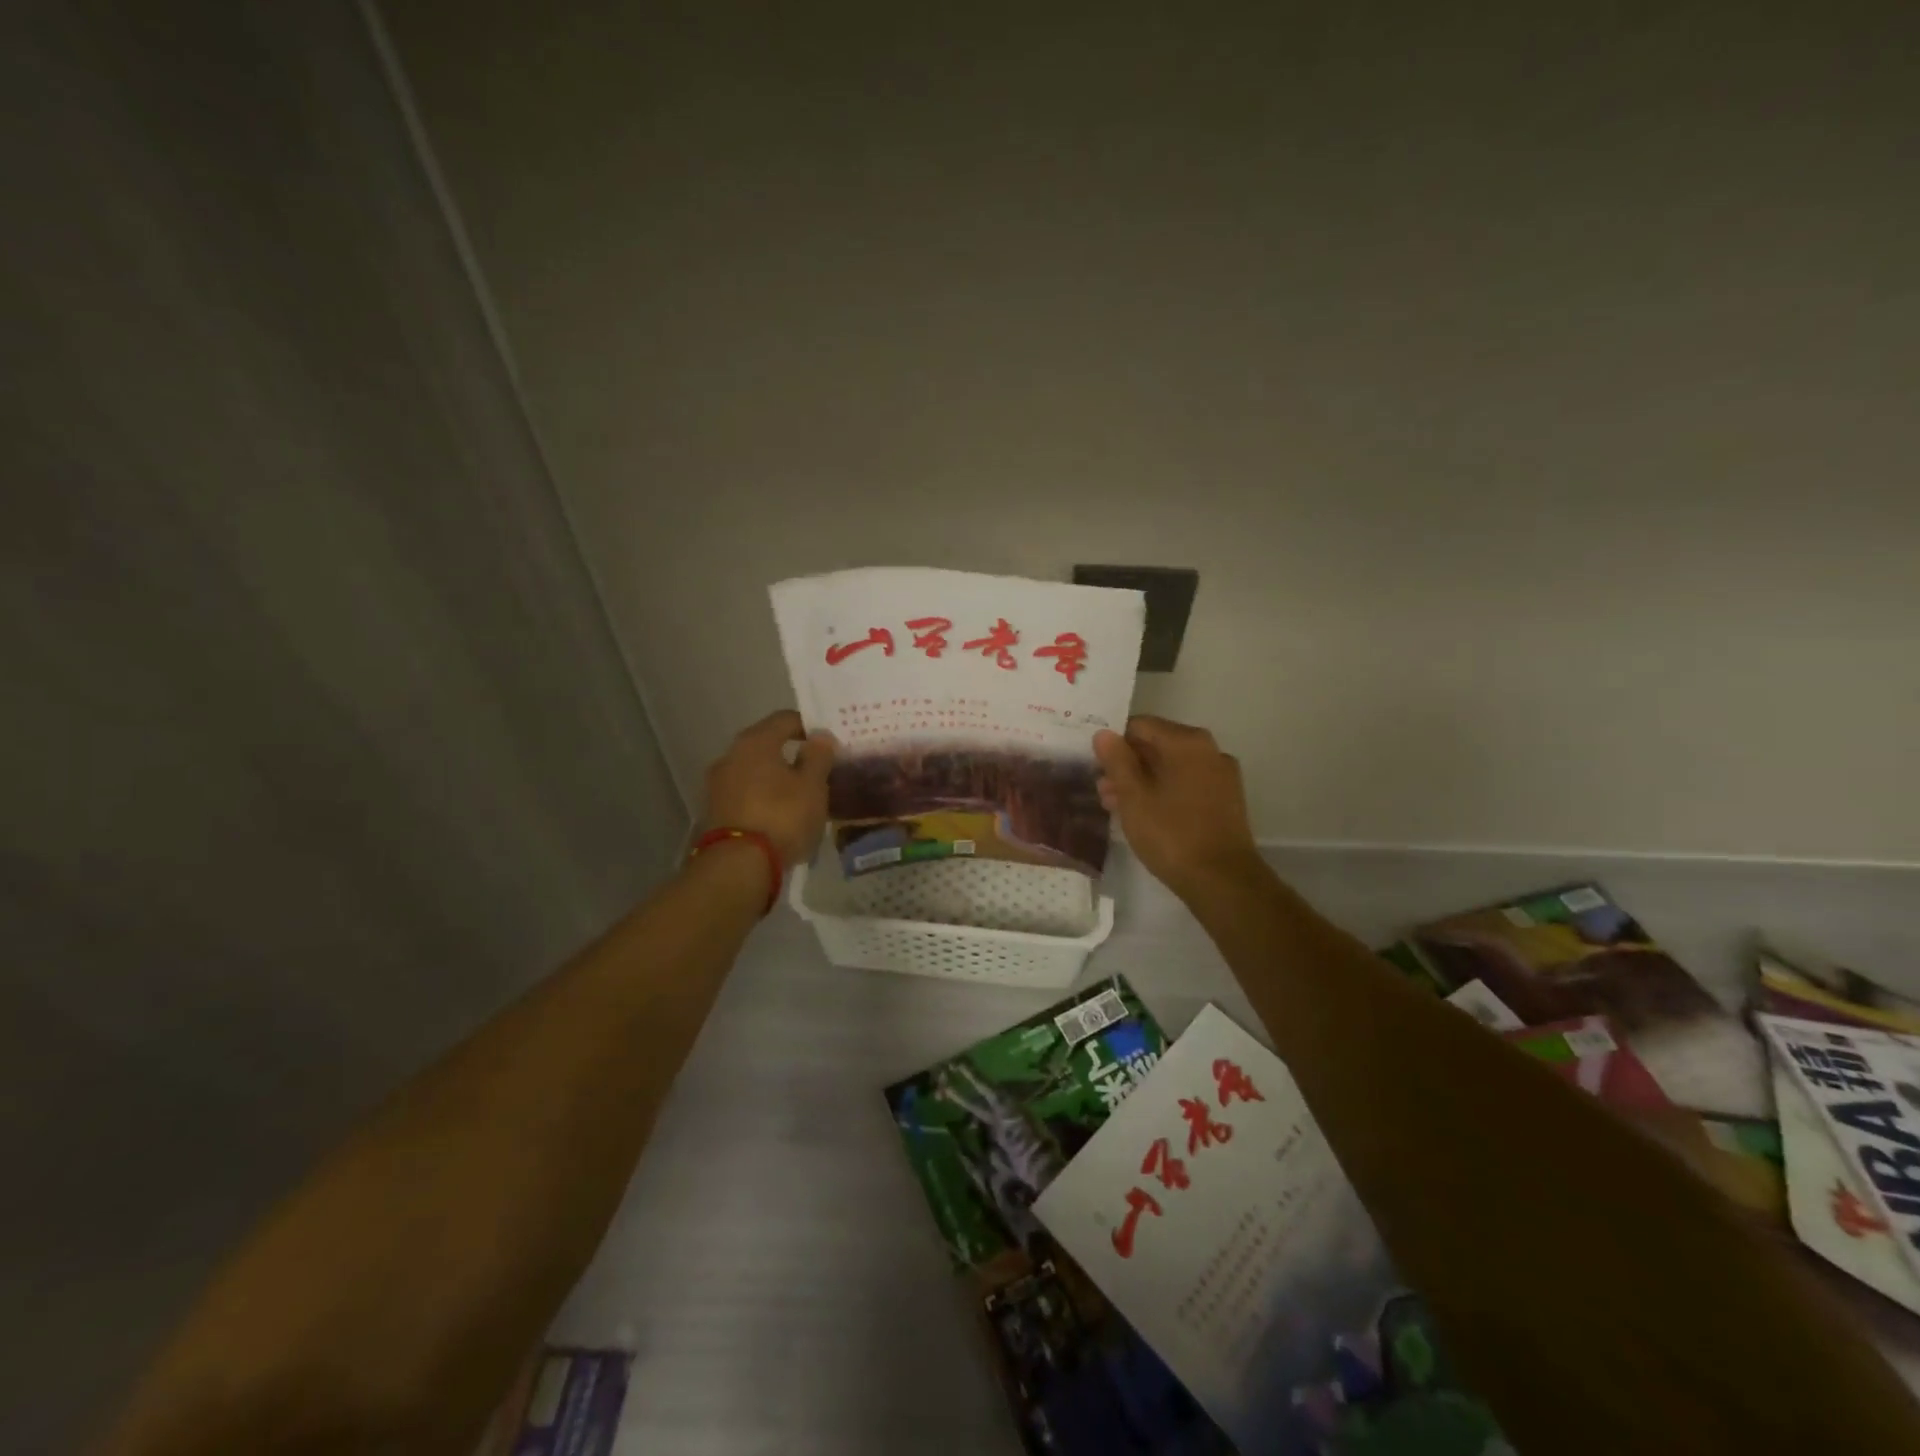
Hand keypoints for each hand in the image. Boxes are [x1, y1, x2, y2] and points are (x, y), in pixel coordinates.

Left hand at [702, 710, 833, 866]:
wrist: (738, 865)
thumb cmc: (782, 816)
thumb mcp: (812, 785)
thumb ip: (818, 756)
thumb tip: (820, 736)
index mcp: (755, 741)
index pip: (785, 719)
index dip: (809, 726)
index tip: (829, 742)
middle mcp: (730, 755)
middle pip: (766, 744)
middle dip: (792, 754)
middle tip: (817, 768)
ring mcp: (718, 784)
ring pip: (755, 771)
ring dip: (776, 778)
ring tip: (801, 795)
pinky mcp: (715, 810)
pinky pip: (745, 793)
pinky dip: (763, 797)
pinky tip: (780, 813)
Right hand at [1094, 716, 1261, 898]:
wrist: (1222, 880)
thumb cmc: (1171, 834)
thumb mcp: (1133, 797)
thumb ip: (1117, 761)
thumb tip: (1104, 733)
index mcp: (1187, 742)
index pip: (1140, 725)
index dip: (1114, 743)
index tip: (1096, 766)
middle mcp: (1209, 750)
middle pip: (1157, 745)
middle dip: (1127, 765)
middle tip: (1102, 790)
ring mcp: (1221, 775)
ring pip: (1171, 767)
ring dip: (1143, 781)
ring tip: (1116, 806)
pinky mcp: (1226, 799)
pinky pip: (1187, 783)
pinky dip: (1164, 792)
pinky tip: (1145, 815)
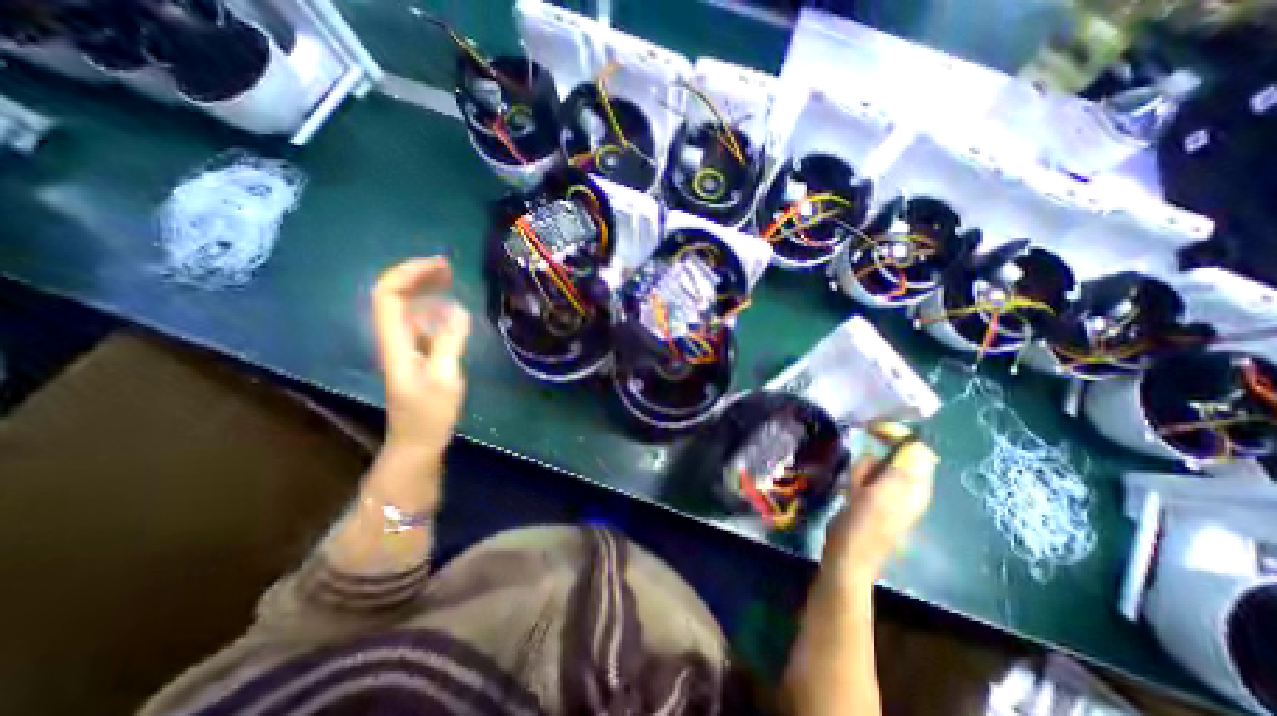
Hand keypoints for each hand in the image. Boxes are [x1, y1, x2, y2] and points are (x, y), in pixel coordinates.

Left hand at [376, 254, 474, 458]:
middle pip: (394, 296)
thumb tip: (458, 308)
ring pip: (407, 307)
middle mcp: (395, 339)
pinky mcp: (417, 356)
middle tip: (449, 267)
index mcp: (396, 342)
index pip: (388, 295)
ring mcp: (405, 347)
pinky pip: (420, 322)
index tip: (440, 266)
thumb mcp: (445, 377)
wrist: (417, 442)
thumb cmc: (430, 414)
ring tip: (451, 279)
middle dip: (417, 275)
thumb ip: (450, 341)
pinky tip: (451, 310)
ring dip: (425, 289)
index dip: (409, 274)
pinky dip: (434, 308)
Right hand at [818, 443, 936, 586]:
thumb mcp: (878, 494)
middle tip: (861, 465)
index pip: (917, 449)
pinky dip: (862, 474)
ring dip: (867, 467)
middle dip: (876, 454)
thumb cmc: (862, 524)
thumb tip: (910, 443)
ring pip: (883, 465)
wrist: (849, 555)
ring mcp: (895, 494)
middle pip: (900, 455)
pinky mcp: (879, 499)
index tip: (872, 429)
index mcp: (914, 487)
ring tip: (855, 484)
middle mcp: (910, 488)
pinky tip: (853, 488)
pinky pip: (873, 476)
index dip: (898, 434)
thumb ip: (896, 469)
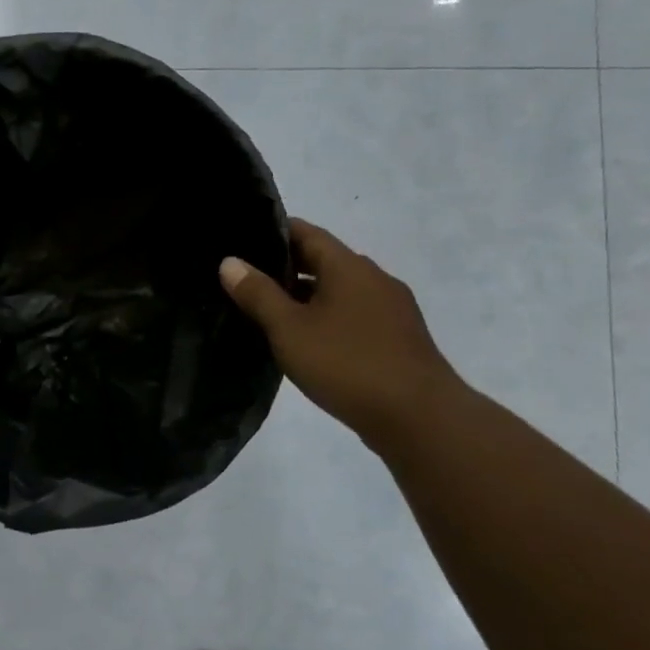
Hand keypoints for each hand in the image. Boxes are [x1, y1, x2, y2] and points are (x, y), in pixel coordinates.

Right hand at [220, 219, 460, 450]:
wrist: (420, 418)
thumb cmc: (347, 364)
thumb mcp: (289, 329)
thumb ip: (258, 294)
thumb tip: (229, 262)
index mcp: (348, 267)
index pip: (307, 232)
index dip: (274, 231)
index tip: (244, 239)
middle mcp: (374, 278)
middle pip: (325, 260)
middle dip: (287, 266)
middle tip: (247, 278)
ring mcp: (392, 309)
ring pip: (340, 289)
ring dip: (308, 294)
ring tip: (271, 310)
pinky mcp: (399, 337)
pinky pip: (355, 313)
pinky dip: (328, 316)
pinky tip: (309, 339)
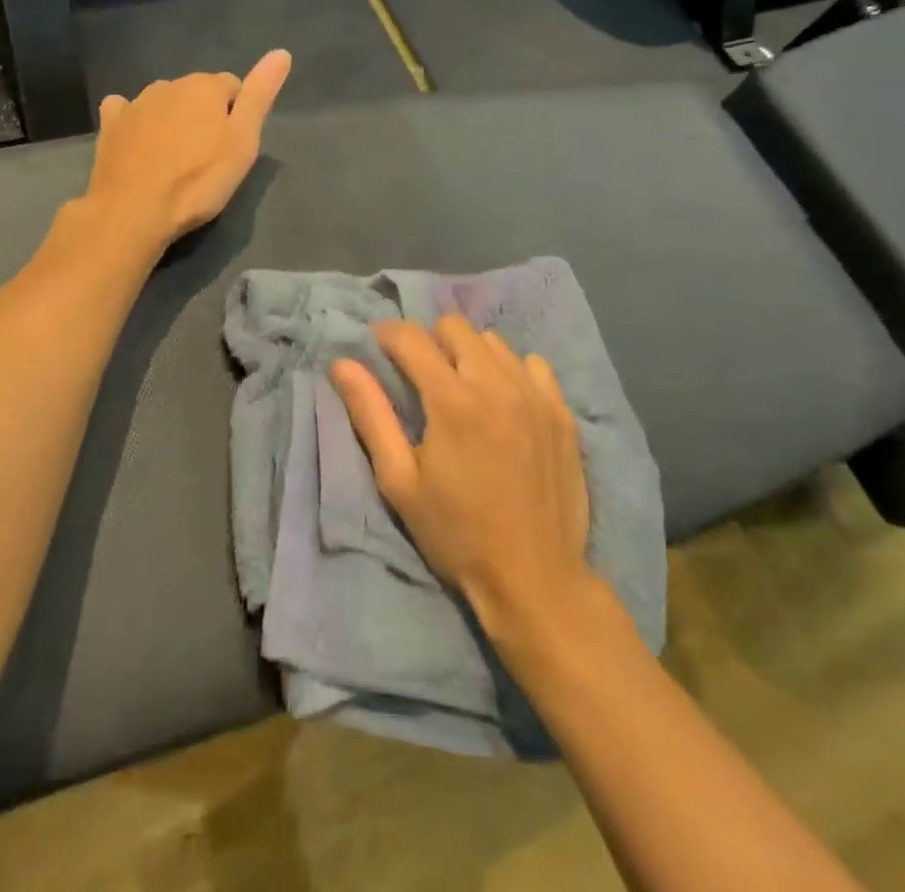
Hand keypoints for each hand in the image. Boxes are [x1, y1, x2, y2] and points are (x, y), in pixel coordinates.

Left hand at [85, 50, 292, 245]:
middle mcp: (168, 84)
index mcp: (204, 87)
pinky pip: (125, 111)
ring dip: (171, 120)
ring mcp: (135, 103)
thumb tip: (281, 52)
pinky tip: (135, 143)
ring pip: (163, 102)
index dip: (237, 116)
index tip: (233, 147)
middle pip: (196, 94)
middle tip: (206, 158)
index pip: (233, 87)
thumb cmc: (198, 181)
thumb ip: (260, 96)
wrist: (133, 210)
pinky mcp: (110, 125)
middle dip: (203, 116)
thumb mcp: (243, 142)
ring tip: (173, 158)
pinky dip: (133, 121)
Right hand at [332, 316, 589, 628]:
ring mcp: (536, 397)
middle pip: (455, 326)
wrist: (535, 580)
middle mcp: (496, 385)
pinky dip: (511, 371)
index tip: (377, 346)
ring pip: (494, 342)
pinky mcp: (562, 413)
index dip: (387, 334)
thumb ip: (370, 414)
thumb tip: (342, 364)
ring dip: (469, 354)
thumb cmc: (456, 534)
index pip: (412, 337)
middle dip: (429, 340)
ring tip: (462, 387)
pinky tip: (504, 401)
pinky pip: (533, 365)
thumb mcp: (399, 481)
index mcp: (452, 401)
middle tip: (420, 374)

=== What this task involves ===
Each record above must be retyped exactly. Omit the pictures.

=== Response below ===
Hand keypoints for each hand in the image. Boxes are [x1, y1, x2, y2] and points are (x, y), in pixel coordinates.

Left hand at [702, 710, 833, 866]:
wrist: (738, 865)
thumb cmc: (782, 816)
thumb mcp: (812, 785)
thumb ip: (818, 756)
thumb tip: (820, 736)
index mcp: (755, 741)
index pip: (785, 719)
index dip: (809, 726)
index tip: (829, 742)
middle mcp: (730, 755)
middle pip: (766, 744)
middle dip: (792, 754)
middle tip: (817, 768)
ring mcp: (718, 784)
ring pip: (755, 771)
ring dip: (776, 778)
ring tip: (801, 795)
pinky mcp: (715, 810)
pinky pip: (745, 793)
pinky dip: (763, 797)
pinky tip: (780, 813)
Right hand at [1094, 716, 1261, 898]:
wrist: (1222, 880)
thumb cmc: (1171, 834)
thumb mcp: (1133, 797)
thumb ip: (1117, 761)
thumb tip: (1104, 733)
index mcp: (1187, 742)
index pip: (1140, 725)
index dip: (1114, 743)
index tip: (1096, 766)
middle mcp: (1209, 750)
middle pip: (1157, 745)
middle dip: (1127, 765)
middle tip: (1102, 790)
ring mcp: (1221, 775)
ring pip: (1171, 767)
ring dip: (1143, 781)
ring tip: (1116, 806)
pinky mcp: (1226, 799)
pinky pip: (1187, 783)
pinky dip: (1164, 792)
pinky tip: (1145, 815)
Hand keypoints for each hand in the image. Boxes are [x1, y1, x2, y2] and points are (x, y), in pixel coordinates.

Left hand at [376, 254, 474, 458]:
middle pip: (394, 296)
thumb tip: (458, 308)
ring pip: (407, 307)
middle mcp: (395, 339)
pinky mcp: (417, 356)
middle tip: (449, 267)
index mcp: (396, 342)
index pip: (388, 295)
ring mcp: (405, 347)
pinky pip: (420, 322)
index tip: (440, 266)
thumb mcp: (445, 377)
wrist: (417, 442)
thumb cmc: (430, 414)
ring tip: (451, 279)
middle dip: (417, 275)
thumb ip: (450, 341)
pinky tip: (451, 310)
ring dip: (425, 289)
index dip: (409, 274)
pinky dip: (434, 308)
Right hand at [818, 443, 936, 586]:
thumb mcp: (878, 494)
middle tip: (861, 465)
index pip: (917, 449)
pinky dip: (862, 474)
ring dip: (867, 467)
middle dip: (876, 454)
thumb cmc: (862, 524)
thumb tip: (910, 443)
ring pip: (883, 465)
wrist: (849, 555)
ring mcp: (895, 494)
middle pip: (900, 455)
pinky mcp: (879, 499)
index tip: (872, 429)
index mcp: (914, 487)
ring tip: (855, 484)
middle mcp: (910, 488)
pinky tip: (853, 488)
pinky pip: (873, 476)
index dip: (898, 434)
thumb ip: (896, 469)
Hand keypoints for each hand in the image. Boxes are [x1, y1, x2, y2] and points are (x, y), in pixel coordinates.

Right hand at [220, 219, 460, 450]:
wrist: (420, 418)
thumb cmc: (347, 364)
thumb mcp: (289, 329)
thumb ip: (258, 294)
thumb tip: (229, 262)
index mcp: (348, 267)
index pip: (307, 232)
index dip: (274, 231)
index tip: (244, 239)
middle mcp: (374, 278)
middle pip: (325, 260)
middle dip: (287, 266)
middle tip: (247, 278)
ring mcp: (392, 309)
ring pip: (340, 289)
ring dip: (308, 294)
ring tip: (271, 310)
pinky mcp: (399, 337)
pinky pip: (355, 313)
pinky dip: (328, 316)
pinky tip: (309, 339)
Hand keypoints for each hand in the image. Boxes are [x1, y1, x2, y2] and points are (x, y), in pixel coordinates.

Left hand at [85, 50, 292, 245]:
middle mcp: (168, 84)
index mcp: (204, 87)
pinky pip: (125, 111)
ring dip: (171, 120)
ring mcp: (135, 103)
thumb tip: (281, 52)
pinky tip: (135, 143)
ring pip: (163, 102)
index dip: (237, 116)
index tip: (233, 147)
middle pip: (196, 94)
middle tip: (206, 158)
index pip: (233, 87)
thumb cmc: (198, 181)
thumb ip: (260, 96)
wrist: (133, 210)
pinky mcp: (110, 125)
middle dip: (203, 116)
thumb mcp: (243, 142)
ring tip: (173, 158)
pinky dip: (133, 121)
Right hand at [332, 316, 589, 628]:
ring mcp: (536, 397)
middle pip: (455, 326)
wrist: (535, 580)
middle mcp: (496, 385)
pinky dip: (511, 371)
index tip: (377, 346)
ring pip: (494, 342)
pinky mcp: (562, 413)
index dip: (387, 334)
thumb ip: (370, 414)
thumb tip: (342, 364)
ring dip: (469, 354)
thumb cmc: (456, 534)
index pip: (412, 337)
middle dip: (429, 340)
ring tip: (462, 387)
pinky tip: (504, 401)
pinky pip: (533, 365)
thumb mcp: (399, 481)
index mcp: (452, 401)
middle tip: (420, 374)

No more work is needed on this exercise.